Education News

Could Internet replace need for textbooks?

Friday, December 21, 2007

Some New York City students are learning to read in a new way, using lessons that are found online. And if the method takes off, schools could eventually save billions of dollars, because the materials are free.

Education Reporter Art McFarland has details.

Their teachers refer to the kindergarteners and first graders of the Achievement First Bushwick Charter School as "scholars."

In small groups, the kids are taught to read using exercises designed to make the process easier.

Teacher Dixon Deutsch finds the resources for his reading lessons, on the Web site, FreeReading.net.

"People can upload activities, you can take off activities, you can print off activities, it's right there," he said. "It's basically like a living and breathing textbook that you don't have to really move around."

Not only are the materials free online, but it would otherwise require lots of textbooks and cost a lot of money to teach these children some of the same material.

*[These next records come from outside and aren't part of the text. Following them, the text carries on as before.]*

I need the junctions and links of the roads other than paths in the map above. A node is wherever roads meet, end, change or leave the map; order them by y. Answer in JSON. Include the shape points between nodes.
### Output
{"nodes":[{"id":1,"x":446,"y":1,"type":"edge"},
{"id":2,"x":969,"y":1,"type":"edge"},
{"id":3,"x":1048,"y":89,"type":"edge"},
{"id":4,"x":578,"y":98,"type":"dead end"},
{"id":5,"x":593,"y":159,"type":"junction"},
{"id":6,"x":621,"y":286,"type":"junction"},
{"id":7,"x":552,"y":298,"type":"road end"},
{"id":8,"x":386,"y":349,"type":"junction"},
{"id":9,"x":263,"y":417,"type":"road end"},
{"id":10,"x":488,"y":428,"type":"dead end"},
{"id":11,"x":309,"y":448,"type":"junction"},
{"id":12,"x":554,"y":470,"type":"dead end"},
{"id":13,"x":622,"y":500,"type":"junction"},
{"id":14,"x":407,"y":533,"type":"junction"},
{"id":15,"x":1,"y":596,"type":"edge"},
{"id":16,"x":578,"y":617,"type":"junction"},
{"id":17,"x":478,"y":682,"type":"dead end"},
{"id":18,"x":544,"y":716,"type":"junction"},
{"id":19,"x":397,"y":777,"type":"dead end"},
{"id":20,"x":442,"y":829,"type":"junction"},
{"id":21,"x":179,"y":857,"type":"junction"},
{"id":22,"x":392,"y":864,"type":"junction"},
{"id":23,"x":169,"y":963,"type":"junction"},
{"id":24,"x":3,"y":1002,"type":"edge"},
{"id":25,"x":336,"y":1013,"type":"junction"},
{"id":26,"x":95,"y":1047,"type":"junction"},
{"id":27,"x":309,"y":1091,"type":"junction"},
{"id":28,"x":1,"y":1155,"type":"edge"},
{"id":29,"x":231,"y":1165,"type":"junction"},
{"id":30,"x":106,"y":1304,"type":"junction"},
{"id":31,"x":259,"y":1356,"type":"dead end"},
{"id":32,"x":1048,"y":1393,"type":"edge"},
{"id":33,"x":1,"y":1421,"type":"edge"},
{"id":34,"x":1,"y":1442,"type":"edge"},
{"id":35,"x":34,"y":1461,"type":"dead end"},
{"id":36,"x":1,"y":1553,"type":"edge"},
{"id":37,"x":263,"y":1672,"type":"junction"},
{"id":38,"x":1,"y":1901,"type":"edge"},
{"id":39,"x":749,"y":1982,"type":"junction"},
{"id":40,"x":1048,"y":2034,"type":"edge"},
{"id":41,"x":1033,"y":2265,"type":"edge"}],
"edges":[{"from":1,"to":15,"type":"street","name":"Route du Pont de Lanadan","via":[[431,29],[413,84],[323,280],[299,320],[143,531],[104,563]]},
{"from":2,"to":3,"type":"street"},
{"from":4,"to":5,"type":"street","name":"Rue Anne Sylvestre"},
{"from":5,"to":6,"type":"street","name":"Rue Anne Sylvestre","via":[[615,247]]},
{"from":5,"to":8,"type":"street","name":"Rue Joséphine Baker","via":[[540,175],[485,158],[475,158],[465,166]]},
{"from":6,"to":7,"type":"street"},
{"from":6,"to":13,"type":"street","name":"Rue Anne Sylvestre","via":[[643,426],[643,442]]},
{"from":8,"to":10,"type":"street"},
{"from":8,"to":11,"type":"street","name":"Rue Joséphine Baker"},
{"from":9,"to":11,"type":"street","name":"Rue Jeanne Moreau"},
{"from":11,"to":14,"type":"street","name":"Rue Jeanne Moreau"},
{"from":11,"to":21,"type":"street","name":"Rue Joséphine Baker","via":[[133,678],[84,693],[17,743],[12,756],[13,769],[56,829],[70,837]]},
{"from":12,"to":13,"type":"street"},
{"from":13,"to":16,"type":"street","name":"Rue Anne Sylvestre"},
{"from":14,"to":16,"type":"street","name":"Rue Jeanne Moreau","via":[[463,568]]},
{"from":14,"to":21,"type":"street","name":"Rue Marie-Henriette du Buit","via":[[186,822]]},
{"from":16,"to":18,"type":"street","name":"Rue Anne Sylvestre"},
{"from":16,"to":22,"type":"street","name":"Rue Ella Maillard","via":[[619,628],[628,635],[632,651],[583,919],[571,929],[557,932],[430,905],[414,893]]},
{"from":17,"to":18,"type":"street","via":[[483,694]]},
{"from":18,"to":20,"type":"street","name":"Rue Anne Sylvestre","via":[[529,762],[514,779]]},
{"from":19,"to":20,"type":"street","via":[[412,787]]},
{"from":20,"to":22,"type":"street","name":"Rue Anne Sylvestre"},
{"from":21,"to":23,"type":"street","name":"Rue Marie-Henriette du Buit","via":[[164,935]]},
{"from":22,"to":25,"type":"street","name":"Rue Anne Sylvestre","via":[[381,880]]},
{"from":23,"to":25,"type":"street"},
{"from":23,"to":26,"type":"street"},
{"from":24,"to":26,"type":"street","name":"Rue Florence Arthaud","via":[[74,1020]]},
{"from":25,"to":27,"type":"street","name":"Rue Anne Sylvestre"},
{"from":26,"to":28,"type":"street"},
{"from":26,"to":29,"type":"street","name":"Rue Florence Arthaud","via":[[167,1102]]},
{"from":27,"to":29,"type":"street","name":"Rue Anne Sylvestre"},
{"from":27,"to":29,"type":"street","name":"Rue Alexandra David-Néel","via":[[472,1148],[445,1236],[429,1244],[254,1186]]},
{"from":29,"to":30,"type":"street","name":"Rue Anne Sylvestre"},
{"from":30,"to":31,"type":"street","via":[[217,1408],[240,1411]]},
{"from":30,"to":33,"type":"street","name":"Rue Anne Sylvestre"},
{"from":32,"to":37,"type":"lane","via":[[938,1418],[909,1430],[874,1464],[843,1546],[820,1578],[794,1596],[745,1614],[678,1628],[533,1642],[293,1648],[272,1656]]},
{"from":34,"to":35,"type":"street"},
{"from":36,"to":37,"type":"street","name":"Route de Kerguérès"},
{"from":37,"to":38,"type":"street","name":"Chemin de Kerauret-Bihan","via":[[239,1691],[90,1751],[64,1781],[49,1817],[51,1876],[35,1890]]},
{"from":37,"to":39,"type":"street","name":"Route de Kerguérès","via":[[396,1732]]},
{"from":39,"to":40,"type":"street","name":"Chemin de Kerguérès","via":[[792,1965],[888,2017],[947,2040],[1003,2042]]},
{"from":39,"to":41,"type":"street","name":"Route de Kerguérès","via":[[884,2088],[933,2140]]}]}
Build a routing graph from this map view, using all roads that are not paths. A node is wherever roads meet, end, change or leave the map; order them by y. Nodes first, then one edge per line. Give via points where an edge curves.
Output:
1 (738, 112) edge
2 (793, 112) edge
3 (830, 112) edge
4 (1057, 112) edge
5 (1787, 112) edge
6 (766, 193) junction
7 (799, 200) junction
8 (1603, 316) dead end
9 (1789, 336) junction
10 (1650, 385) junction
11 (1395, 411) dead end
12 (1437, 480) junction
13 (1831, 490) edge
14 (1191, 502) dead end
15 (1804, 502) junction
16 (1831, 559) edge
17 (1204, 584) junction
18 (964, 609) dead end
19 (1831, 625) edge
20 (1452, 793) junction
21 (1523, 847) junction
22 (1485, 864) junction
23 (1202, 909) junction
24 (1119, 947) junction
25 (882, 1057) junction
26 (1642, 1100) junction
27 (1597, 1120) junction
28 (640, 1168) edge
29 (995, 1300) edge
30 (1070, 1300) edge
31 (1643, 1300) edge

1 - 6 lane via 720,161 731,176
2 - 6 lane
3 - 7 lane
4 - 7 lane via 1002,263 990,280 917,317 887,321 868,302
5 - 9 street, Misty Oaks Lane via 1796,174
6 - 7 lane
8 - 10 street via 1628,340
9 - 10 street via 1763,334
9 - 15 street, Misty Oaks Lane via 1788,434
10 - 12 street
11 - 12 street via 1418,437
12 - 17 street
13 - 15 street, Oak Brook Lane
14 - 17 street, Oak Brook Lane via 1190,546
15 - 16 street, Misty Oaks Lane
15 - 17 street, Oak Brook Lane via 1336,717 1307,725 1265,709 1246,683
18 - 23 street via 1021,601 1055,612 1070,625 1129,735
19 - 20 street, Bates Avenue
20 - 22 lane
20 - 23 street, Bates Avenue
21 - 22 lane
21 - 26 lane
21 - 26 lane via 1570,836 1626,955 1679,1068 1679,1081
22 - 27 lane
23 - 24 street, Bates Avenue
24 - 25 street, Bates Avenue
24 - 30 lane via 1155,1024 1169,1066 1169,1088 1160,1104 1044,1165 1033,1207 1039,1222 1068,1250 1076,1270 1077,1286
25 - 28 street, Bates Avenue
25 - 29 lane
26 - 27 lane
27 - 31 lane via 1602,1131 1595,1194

About $4.2 billion a year is spent, nationwide, on so-called "core textbooks" for grades K through 12. More than $4 billion is spent on supplemental materials, for a total of some $8.5 billion annually.

"And we want to make sure that, with today's technology, we can deliver high quality content at much lower cost," Wireless Generation co-founder Gregory Gunn said. "So schools can spend that money on other things they may find useful."

Wireless Generation is the company behind FreeReading.net, which admits to drawing the interest of young teachers toward marketing its profit-generating materials. But some educators see an advantage in online resources.

"You can look for things, specific things that you need to fill in the areas that your kids, based on assessments," Achievement First Bushwick Charter School principal Lizette Suxo said.

So, could it be that textbooks might someday become a thing of the past?